Статья поступила 10.07.2017 г.
Трудности осмысления искусства 1930–1940-х гг., как и вообще искусства всей I половины XX в., связаны не только с выявлением закономерностей художественного процесса на фоне культуры этого столетия, но и с преодолением мифов в массовом сознании этих десятилетий. Новые поколения понимают, в какой мифологизированной упаковке воспринималась реальность того времени и какой неизбежной становится ее новая интерпретация.

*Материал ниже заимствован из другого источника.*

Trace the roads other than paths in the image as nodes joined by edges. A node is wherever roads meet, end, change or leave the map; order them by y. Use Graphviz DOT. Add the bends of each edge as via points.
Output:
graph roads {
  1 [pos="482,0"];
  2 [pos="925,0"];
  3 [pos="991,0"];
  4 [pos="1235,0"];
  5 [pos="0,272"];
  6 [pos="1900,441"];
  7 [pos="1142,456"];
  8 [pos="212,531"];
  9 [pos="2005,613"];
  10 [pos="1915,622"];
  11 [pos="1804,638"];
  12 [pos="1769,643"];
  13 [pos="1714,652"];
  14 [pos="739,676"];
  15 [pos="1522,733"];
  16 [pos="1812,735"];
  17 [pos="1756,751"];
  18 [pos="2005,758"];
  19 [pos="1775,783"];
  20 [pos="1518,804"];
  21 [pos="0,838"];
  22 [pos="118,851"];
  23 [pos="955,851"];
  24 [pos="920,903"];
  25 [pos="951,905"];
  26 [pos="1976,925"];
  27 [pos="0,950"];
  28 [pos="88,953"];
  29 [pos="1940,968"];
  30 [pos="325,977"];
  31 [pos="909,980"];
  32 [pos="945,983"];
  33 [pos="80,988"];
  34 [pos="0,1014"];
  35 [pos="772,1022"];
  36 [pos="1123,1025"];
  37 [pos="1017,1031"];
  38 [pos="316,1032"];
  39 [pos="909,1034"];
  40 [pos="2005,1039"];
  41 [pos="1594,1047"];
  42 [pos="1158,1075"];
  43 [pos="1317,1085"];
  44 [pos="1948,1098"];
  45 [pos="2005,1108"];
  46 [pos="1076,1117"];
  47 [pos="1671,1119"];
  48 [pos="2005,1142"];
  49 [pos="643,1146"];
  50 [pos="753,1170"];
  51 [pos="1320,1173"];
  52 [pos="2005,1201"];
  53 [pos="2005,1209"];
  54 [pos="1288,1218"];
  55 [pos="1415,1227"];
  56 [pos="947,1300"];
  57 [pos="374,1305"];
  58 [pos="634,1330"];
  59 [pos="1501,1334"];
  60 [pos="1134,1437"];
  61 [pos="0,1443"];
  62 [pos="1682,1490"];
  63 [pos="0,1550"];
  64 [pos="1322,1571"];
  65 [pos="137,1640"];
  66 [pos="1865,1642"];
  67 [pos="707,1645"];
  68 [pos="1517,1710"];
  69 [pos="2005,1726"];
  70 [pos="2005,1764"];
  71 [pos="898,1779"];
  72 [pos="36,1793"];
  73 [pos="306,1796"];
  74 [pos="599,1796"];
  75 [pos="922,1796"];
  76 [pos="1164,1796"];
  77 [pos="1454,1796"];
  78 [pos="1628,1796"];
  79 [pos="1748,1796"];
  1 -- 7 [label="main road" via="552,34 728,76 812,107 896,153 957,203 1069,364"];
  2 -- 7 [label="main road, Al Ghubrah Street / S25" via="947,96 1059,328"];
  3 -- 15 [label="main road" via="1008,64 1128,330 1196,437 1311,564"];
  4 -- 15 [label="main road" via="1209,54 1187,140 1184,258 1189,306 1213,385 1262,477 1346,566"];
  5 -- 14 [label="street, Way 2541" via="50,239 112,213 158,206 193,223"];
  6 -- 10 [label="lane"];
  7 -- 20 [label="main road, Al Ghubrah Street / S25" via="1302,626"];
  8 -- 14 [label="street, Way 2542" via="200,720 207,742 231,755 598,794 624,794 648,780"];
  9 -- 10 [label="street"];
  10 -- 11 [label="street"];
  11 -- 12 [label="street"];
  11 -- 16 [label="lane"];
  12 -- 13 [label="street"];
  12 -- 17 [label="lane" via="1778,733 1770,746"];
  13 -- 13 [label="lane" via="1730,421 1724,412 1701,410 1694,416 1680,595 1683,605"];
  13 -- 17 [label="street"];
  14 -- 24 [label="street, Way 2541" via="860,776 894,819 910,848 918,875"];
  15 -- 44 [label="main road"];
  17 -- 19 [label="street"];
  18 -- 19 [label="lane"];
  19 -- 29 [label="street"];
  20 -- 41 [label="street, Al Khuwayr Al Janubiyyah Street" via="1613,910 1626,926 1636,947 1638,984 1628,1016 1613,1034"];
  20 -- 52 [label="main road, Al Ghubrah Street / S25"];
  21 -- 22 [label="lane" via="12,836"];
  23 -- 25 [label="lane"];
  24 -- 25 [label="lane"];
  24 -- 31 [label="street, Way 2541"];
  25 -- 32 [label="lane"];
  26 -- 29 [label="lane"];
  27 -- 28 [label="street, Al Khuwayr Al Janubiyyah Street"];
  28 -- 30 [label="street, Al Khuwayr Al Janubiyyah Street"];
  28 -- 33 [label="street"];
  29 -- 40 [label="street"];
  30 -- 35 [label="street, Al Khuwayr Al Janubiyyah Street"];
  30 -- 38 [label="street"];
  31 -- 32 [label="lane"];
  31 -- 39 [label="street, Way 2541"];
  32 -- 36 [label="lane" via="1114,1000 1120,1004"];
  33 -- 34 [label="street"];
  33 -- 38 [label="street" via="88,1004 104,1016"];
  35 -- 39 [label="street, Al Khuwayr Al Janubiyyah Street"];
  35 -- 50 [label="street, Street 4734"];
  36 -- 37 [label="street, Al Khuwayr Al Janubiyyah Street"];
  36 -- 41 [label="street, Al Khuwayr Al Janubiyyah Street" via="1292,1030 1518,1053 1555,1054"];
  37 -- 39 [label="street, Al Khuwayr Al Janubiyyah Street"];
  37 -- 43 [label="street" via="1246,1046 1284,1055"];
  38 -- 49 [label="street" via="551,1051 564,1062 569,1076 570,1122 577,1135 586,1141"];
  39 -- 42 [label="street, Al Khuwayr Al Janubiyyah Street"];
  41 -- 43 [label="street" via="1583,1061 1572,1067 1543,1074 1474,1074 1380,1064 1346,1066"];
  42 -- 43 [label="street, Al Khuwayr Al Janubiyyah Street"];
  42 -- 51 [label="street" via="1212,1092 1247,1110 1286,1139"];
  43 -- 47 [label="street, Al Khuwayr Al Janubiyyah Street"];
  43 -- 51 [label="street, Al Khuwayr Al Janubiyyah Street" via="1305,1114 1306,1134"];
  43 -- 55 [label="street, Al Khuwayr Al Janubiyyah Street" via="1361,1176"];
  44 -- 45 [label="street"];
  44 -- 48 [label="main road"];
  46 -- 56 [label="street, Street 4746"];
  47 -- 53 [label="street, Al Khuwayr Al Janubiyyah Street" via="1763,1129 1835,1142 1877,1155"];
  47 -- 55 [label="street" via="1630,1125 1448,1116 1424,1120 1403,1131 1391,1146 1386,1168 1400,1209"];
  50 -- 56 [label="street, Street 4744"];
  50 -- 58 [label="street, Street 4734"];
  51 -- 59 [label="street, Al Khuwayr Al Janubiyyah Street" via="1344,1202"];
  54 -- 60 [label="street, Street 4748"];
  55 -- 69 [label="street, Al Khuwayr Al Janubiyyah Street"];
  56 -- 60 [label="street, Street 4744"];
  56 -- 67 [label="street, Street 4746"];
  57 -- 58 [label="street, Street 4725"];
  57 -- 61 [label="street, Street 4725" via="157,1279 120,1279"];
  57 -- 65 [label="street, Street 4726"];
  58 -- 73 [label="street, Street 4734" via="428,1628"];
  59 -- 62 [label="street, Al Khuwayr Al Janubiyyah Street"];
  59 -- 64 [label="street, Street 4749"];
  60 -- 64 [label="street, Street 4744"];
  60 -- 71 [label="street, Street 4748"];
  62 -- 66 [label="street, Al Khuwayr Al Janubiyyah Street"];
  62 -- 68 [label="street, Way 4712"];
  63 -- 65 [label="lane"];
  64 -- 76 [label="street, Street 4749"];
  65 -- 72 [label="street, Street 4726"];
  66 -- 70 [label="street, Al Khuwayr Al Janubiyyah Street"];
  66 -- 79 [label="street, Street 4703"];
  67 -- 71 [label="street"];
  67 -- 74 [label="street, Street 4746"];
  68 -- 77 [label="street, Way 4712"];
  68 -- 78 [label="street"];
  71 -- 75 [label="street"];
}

На рубеже XIX–XX вв. невозможно было не ощутить справедливость слов К. Маркса о том, что «в то время как в обычной жизни любой лавочник отлично умеет различать между тем, за что выдает себя тот или иной человек, и тем, что он представляет собой в действительности, наша историография еще не дошла до этого банального познания. Она верит на слово каждой эпохе, что бы та ни говорила и ни воображала о себе» [1, с. 49]. Утверждение Маркса применительно к отечественной истории XX в. приобретает актуальное значение. Речь не должна идти лишь о неосознаваемых проявлениях социального бытия, по какой-либо причине остающихся неосмысленными современниками, а о сознательной деятельности института государственной цензуры, наложившего «табу» на познание и объяснение многих пластов реальности. «Мы помним не быль, не историю, — говорит А. Солженицын, начиная свой «Гулаг», — а только тот штампованный пунктир, который и хотели в нашей памяти пробудить непрестанным долблением» [2, с. 68]. Писатель настаивает на том, что у «нас пережито уймища, а не описано и не названо почти ничего». По его утверждению, для западных авторов с их внимательным рассмотрением в лупу «клеточки бытия», пережитого в нашем обществе хватило бы еще на десяток томов описаний в духе Пруста [2, с. 50].
Нужно преодолеть видение эпохи, какой она хотела себе казаться, и вернуться к тому, какой она была на самом деле. Кроме того, необходимо объяснить, почему у нее было стремление казаться именно такой, какой ее представляло искусство того времени. В этом плане можно наблюдать исключительную и противоречивую картину. Известное нам искусство того времени создавало оптимистическую и жизнерадостную картину. Обращаясь сегодня к этой эпохе, невольно вспоминаешь Ф. Ницше, обнаружившего противоречие в образе жизни греков и выразившего сомнение в их исключительном оптимизме. Ему казалось странным, что считающийся самым жизнерадостным народ породил высокую форму трагедии, ощутил вкус к трагическому. Ф. Ницше объяснил, что стремление к красоте, празднествам, зрелищам и веселью — оборотная сторона лишений, беспокойства и страданий [3, с. 8].